## Task to carry out
Transcribe every entry exactly; the images stay out.

## Dataset extract
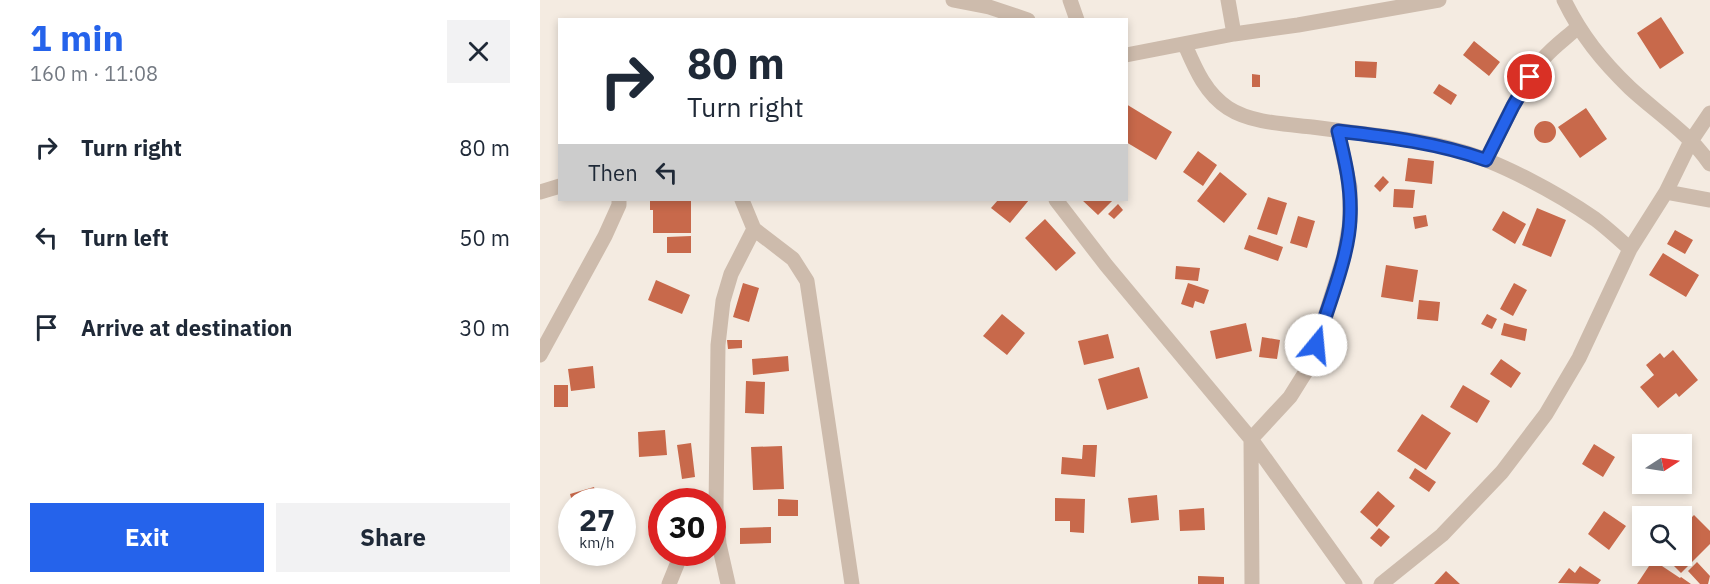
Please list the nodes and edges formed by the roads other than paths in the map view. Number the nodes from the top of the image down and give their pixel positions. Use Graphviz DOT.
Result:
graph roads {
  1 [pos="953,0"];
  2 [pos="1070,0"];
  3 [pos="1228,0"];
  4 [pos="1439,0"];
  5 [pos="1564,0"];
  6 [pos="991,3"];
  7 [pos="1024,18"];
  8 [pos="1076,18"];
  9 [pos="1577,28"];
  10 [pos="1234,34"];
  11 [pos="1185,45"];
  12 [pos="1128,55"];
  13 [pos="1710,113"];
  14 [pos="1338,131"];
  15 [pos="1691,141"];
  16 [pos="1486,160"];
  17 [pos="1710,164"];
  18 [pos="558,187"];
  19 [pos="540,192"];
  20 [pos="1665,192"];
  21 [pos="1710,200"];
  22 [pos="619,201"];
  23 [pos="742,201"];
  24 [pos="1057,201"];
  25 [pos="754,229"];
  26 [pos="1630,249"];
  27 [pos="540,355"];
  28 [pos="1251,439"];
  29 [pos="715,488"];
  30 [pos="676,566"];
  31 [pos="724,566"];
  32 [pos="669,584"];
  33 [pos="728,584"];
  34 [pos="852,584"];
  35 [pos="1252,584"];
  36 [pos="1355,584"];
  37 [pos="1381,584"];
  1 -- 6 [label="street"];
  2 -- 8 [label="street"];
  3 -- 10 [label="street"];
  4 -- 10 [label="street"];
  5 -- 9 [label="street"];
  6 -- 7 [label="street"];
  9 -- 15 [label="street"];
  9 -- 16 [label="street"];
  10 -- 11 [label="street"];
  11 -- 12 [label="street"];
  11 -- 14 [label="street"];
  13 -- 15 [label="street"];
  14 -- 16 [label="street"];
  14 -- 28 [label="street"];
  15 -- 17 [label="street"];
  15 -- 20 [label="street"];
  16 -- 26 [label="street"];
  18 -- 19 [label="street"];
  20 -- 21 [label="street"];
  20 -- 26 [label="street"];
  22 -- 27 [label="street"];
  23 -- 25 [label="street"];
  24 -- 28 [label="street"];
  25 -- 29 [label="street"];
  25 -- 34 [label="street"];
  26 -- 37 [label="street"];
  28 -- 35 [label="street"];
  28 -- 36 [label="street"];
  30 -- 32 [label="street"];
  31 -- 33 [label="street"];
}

## Response for this exercise
Please list the nodes and edges formed by the roads other than paths in the map view. Number the nodes from the top of the image down and give their pixel positions. Use Graphviz DOT.
Result:
graph roads {
  1 [pos="953,0"];
  2 [pos="1070,0"];
  3 [pos="1228,0"];
  4 [pos="1439,0"];
  5 [pos="1564,0"];
  6 [pos="991,3"];
  7 [pos="1024,18"];
  8 [pos="1076,18"];
  9 [pos="1577,28"];
  10 [pos="1234,34"];
  11 [pos="1185,45"];
  12 [pos="1128,55"];
  13 [pos="1710,113"];
  14 [pos="1338,131"];
  15 [pos="1691,141"];
  16 [pos="1486,160"];
  17 [pos="1710,164"];
  18 [pos="558,187"];
  19 [pos="540,192"];
  20 [pos="1665,192"];
  21 [pos="1710,200"];
  22 [pos="619,201"];
  23 [pos="742,201"];
  24 [pos="1057,201"];
  25 [pos="754,229"];
  26 [pos="1630,249"];
  27 [pos="540,355"];
  28 [pos="1251,439"];
  29 [pos="715,488"];
  30 [pos="676,566"];
  31 [pos="724,566"];
  32 [pos="669,584"];
  33 [pos="728,584"];
  34 [pos="852,584"];
  35 [pos="1252,584"];
  36 [pos="1355,584"];
  37 [pos="1381,584"];
  1 -- 6 [label="street"];
  2 -- 8 [label="street"];
  3 -- 10 [label="street"];
  4 -- 10 [label="street"];
  5 -- 9 [label="street"];
  6 -- 7 [label="street"];
  9 -- 15 [label="street"];
  9 -- 16 [label="street"];
  10 -- 11 [label="street"];
  11 -- 12 [label="street"];
  11 -- 14 [label="street"];
  13 -- 15 [label="street"];
  14 -- 16 [label="street"];
  14 -- 28 [label="street"];
  15 -- 17 [label="street"];
  15 -- 20 [label="street"];
  16 -- 26 [label="street"];
  18 -- 19 [label="street"];
  20 -- 21 [label="street"];
  20 -- 26 [label="street"];
  22 -- 27 [label="street"];
  23 -- 25 [label="street"];
  24 -- 28 [label="street"];
  25 -- 29 [label="street"];
  25 -- 34 [label="street"];
  26 -- 37 [label="street"];
  28 -- 35 [label="street"];
  28 -- 36 [label="street"];
  30 -- 32 [label="street"];
  31 -- 33 [label="street"];
}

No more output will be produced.